Attention to culture would also help unpack just what amelioration might accomplish. Tolstoy is again illuminating on this point. Moyn discusses the author’s argument that softening the cruelty in animal slaughter perpetuated the practice. The history of butchering shows, however, that efforts to improve the terrible treatment of animals corresponded with the movement of slaughtering from small neighborhood butcher shops to centralized locations. Over time, the geographic isolation of slaughterhouses from consumers of animal products made the meat production process abstract and unclear.
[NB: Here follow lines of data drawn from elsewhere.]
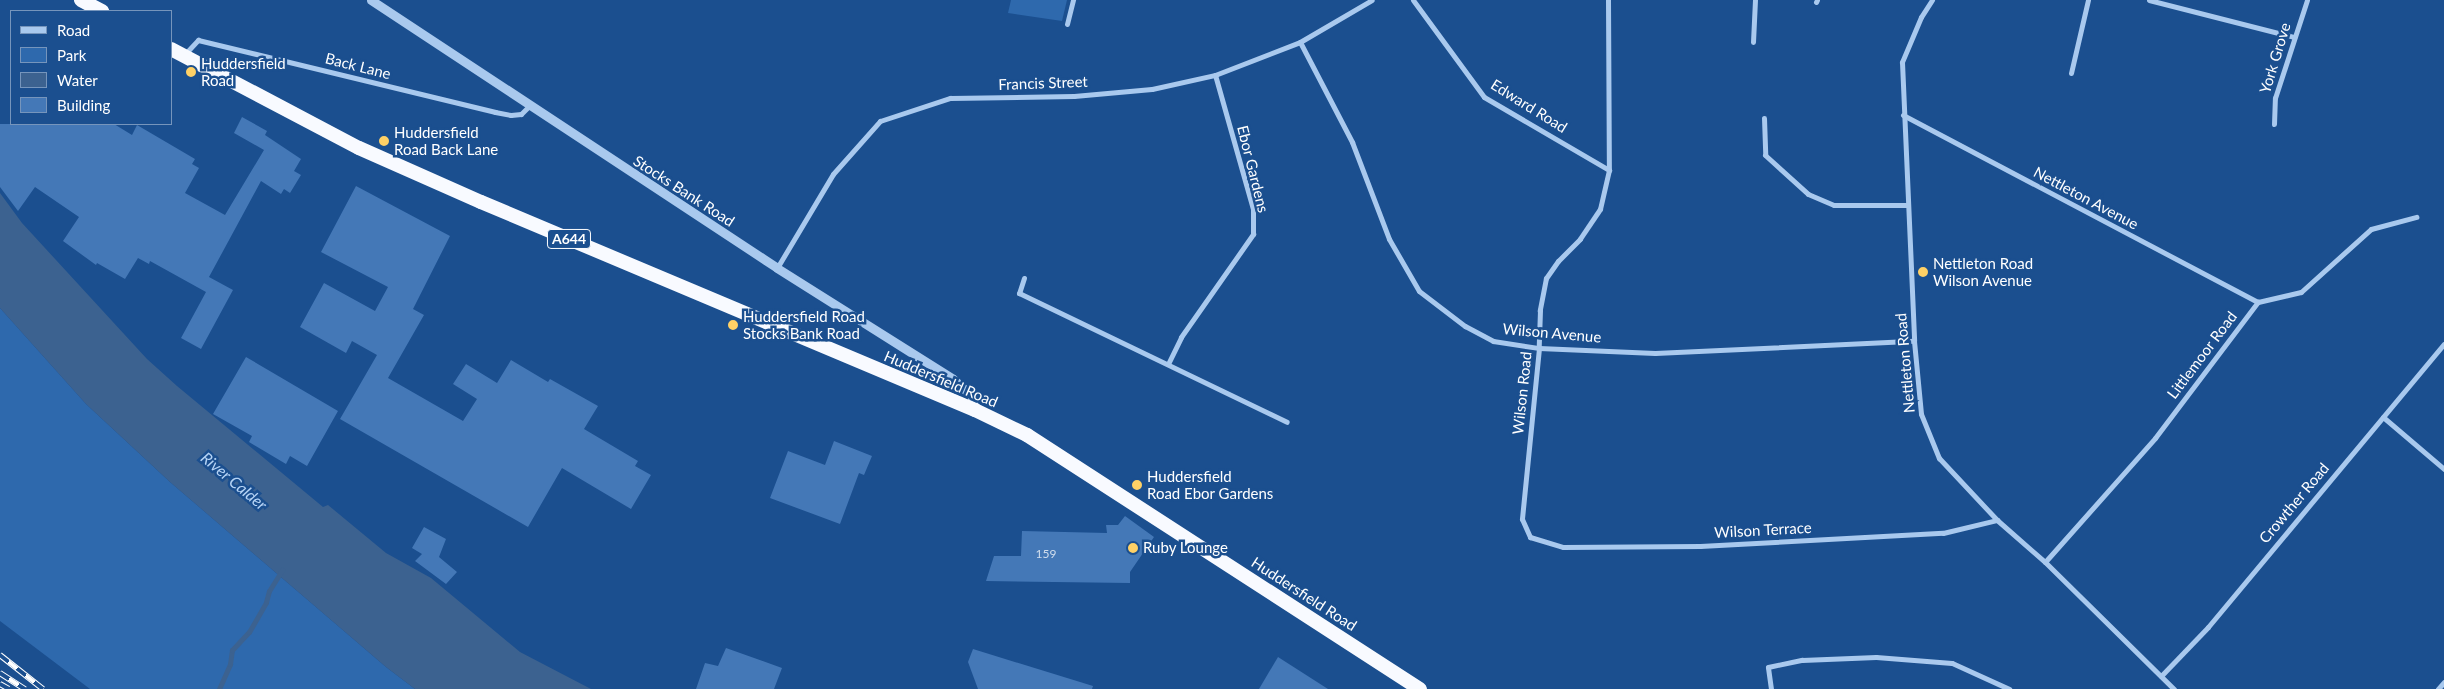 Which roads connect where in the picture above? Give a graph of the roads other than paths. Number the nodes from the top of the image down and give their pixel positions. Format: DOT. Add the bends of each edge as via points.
graph roads {
  1 [pos="81,0"];
  2 [pos="371,0"];
  3 [pos="1073,0"];
  4 [pos="1372,0"];
  5 [pos="1413,0"];
  6 [pos="1608,0"];
  7 [pos="1755,0"];
  8 [pos="1932,0"];
  9 [pos="2088,0"];
  10 [pos="2149,0"];
  11 [pos="2307,0"];
  12 [pos="100,10"];
  13 [pos="1067,24"];
  14 [pos="2294,37"];
  15 [pos="1300,42"];
  16 [pos="1753,42"];
  17 [pos="177,52"];
  18 [pos="2071,73"];
  19 [pos="1214,75"];
  20 [pos="529,106"];
  21 [pos="1903,115"];
  22 [pos="1764,118"];
  23 [pos="2274,124"];
  24 [pos="1609,170"];
  25 [pos="1908,205"];
  26 [pos="2416,217"];
  27 [pos="777,268"];
  28 [pos="1024,278"];
  29 [pos="2258,302"];
  30 [pos="1914,341"];
  31 [pos="2444,344"];
  32 [pos="1539,348"];
  33 [pos="1168,364"];
  34 [pos="975,410"];
  35 [pos="2383,417"];
  36 [pos="1287,422"];
  37 [pos="2444,469"];
  38 [pos="1997,520"];
  39 [pos="1530,536"];
  40 [pos="2045,562"];
  41 [pos="2161,676"];
  42 [pos="2444,682"];
  43 [pos="1420,689"];
  44 [pos="1771,689"];
  45 [pos="2009,689"];
  46 [pos="2174,689"];
  47 [pos="2438,689"];
  1 -- 12 [label="highway"];
  2 -- 20 [label="street, Stocks Bank Road"];
  3 -- 13 [label="street"];
  4 -- 15 [label="street, Francis Street"];
  5 -- 24 [label="street, Edward Road" via="1484,96"];
  6 -- 24 [label="street, Wilson Road"];
  7 -- 16 [label="street"];
  8 -- 21 [label="street, Nettleton Road" via="1902,62"];
  9 -- 18 [label="street"];
  10 -- 14 [label="street"];
  11 -- 14 [label="street, York Grove"];
  14 -- 23 [label="street, York Grove" via="2275,98"];
  15 -- 19 [label="street, Francis Street"];
  15 -- 32 [label="street, Wilson Avenue" via="1352,142 1389,239 1419,291 1465,326 1493,341"];
  17 -- 20 [label="street, Back Lane" via="198,40 495,112 521,114"];
  17 -- 34 [label="highway, Huddersfield Road / A644" via="359,148"];
  19 -- 27 [label="street, Francis Street" via="1152,89 1074,96 950,98 880,121 833,174"];
  19 -- 33 [label="street, Ebor Gardens" via="1253,209 1253,234 1181,337"];
  20 -- 27 [label="street, Stocks Bank Road"];
  21 -- 25 [label="street, Nettleton Road"];
  21 -- 29 [label="street, Nettleton Avenue"];
  22 -- 25 [label="street" via="1765,155 1808,194 1834,205"];
  24 -- 32 [label="street, Wilson Road" via="1600,209 1580,239 1546,278 1540,310"];
  25 -- 30 [label="street, Nettleton Road"];
  26 -- 29 [label="street" via="2370,229 2301,292"];
  27 -- 34 [label="street, Stocks Bank Road" via="953,380 971,395"];
  28 -- 33 [label="street" via="1019,293"];
  29 -- 40 [label="street, Littlemoor Road" via="2155,438"];
  30 -- 32 [label="street, Wilson Avenue" via="1655,353"];
  30 -- 38 [label="street, Nettleton Road" via="1921,414 1939,458"];
  31 -- 35 [label="street, Crowther Road"];
  32 -- 39 [label="street, Wilson Road" via="1522,518"];
  33 -- 36 [label="street"];
  34 -- 43 [label="highway, Huddersfield Road / A644" via="1027,435"];
  35 -- 37 [label="street"];
  35 -- 41 [label="street, Crowther Road" via="2208,627"];
  38 -- 39 [label="street, Wilson Terrace" via="1943,533 1700,546 1563,547"];
  38 -- 40 [label="street, Nettleton Road"];
  40 -- 41 [label="street, Nettleton Road"];
  41 -- 46 [label="street, Nettleton Road"];
  42 -- 47 [label="street"];
  44 -- 45 [label="street" via="1768,667 1802,660 1876,657 1952,663"];
}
Consumers came to encounter packaged pieces of meat rather than the sounds and smells of animal slaughter. This was not accomplished by a single change in the rules about the treatment of animals but rather involved the entire cultural experience of isolating meat eaters from what the killing looks, sounds, and smells like. Similarly, American civilians’ sight and sense of war is affected more by the geography and memory of U.S. wars than by the law of armed conflict. Similar to meat eaters, they tend not to think about the carnage accomplished on their behalf. If humanitarian law has helped the public to believe that remote killings are acceptable, it is part of a broader cultural understanding of U.S. conflict during an era when ongoing war elsewhere in the world has been a backdrop of American life in times of war and presumed “peace.”
“Swords have not been beaten into plowshares. They have been melted down for drones,” Moyn writes (p. 4). He is right that law has become a troublesome technology of forever war. Regrettably, however, the absence of robust limits on U.S. war is more deeply embedded, and more difficult to change, than legal rules.
Mary L. Dudziak is the Asa Griggs Candler Professor of Law at Emory University’s School of Law and the past president of the Society for Historians of American Foreign Relations. Her most recent book is Making the Forever War: Marilyn Young on the Culture and Politics of American Militarism (2021), co-edited with Mark Bradley. She is currently writing a history of the decline of democratic engagement with U.S. war.